Your toddler might get into the fridge because she's interested in what's inside, so distracting her with toys, colors and noises outside the fridge might stop her in her tracks. Place colorful magnetic letters, scenes and other toys that are meant to stick to the fridge on the door. That way, when your little one makes a beeline for the refrigerator, there's something to distract her from her mission of exploration.

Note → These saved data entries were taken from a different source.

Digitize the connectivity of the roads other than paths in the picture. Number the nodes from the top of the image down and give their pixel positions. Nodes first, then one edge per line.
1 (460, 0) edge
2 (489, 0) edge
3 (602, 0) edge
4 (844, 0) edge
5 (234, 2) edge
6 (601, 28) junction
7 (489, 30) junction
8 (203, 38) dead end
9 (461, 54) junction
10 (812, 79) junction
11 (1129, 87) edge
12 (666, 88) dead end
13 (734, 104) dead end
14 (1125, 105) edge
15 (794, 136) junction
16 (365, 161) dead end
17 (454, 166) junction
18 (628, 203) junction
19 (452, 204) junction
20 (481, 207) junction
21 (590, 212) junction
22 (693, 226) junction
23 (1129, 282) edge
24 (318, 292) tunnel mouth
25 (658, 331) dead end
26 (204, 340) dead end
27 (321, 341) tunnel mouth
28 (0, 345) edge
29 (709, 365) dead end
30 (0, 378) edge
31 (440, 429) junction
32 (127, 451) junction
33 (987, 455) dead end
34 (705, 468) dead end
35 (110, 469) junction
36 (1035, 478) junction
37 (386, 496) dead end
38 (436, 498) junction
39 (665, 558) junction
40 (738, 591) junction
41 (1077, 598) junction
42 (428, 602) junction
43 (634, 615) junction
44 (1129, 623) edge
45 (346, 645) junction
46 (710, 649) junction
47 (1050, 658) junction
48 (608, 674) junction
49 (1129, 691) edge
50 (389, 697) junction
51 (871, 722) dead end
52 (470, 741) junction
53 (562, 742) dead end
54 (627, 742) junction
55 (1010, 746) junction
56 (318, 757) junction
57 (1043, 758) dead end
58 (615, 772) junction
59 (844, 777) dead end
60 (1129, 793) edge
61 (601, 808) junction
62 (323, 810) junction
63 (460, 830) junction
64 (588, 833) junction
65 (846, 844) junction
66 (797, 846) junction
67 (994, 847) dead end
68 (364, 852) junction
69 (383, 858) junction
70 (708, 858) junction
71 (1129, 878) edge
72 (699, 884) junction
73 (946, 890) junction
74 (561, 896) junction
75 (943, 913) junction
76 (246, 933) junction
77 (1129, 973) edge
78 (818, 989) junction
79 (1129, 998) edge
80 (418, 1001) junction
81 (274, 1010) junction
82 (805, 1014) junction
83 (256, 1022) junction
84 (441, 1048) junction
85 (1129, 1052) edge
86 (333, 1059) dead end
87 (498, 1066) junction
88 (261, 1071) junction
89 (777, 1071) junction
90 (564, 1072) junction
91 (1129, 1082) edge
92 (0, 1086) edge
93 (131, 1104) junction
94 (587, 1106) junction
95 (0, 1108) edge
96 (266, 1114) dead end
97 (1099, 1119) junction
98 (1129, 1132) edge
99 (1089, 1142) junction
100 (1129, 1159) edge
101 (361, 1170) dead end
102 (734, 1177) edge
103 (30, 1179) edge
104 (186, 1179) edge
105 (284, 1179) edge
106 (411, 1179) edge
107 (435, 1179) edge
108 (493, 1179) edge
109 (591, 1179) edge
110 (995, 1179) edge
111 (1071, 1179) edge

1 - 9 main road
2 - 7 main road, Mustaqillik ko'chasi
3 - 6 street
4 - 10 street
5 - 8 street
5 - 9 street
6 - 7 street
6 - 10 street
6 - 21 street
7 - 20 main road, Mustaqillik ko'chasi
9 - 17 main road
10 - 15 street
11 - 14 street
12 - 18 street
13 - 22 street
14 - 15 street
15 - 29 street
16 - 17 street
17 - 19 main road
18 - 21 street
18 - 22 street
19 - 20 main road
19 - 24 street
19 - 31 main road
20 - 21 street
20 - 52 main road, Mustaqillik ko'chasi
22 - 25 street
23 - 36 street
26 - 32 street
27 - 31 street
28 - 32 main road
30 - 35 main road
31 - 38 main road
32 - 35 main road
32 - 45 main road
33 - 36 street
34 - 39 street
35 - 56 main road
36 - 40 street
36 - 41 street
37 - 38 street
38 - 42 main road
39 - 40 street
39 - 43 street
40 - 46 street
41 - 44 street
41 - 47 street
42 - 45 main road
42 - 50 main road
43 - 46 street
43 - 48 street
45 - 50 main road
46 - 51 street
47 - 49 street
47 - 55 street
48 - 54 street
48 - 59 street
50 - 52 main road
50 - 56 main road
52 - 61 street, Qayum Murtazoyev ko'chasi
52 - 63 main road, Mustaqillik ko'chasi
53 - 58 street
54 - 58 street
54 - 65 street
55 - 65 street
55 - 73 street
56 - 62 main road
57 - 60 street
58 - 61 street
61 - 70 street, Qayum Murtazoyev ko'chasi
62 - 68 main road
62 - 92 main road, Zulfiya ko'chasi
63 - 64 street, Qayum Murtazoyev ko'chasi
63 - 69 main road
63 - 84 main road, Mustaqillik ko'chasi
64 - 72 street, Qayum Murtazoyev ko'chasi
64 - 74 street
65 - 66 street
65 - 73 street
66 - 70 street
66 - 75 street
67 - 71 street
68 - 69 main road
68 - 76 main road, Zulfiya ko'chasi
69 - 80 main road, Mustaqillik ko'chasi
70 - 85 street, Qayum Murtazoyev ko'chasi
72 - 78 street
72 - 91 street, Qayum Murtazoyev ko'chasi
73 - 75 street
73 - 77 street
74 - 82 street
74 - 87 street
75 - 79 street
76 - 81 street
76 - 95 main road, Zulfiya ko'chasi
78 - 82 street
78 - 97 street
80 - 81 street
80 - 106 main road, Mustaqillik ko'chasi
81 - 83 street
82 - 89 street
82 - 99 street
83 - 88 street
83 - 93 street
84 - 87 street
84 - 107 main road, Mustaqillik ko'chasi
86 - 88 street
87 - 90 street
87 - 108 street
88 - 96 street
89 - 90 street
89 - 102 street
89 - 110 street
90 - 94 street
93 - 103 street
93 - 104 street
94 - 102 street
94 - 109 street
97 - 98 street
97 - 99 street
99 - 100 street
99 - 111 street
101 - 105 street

Toddlers love being in charge, which is why yours might throw a fit when you try and pry her away from the fridge. But it's important to give your little one some independence, according to Aha! Parenting. Instead of simply removing your fridge-dweller and listening to her cry, fill sandwich bags or small plastic containers with easily-accessible, toddler-appropriate snacks in an unlocked drawer or bin designated specifically for your toddler. That way, if she wants a snack or simply wants to assert her independence, she can look in the drawer and choose something without fighting to get into the fridge.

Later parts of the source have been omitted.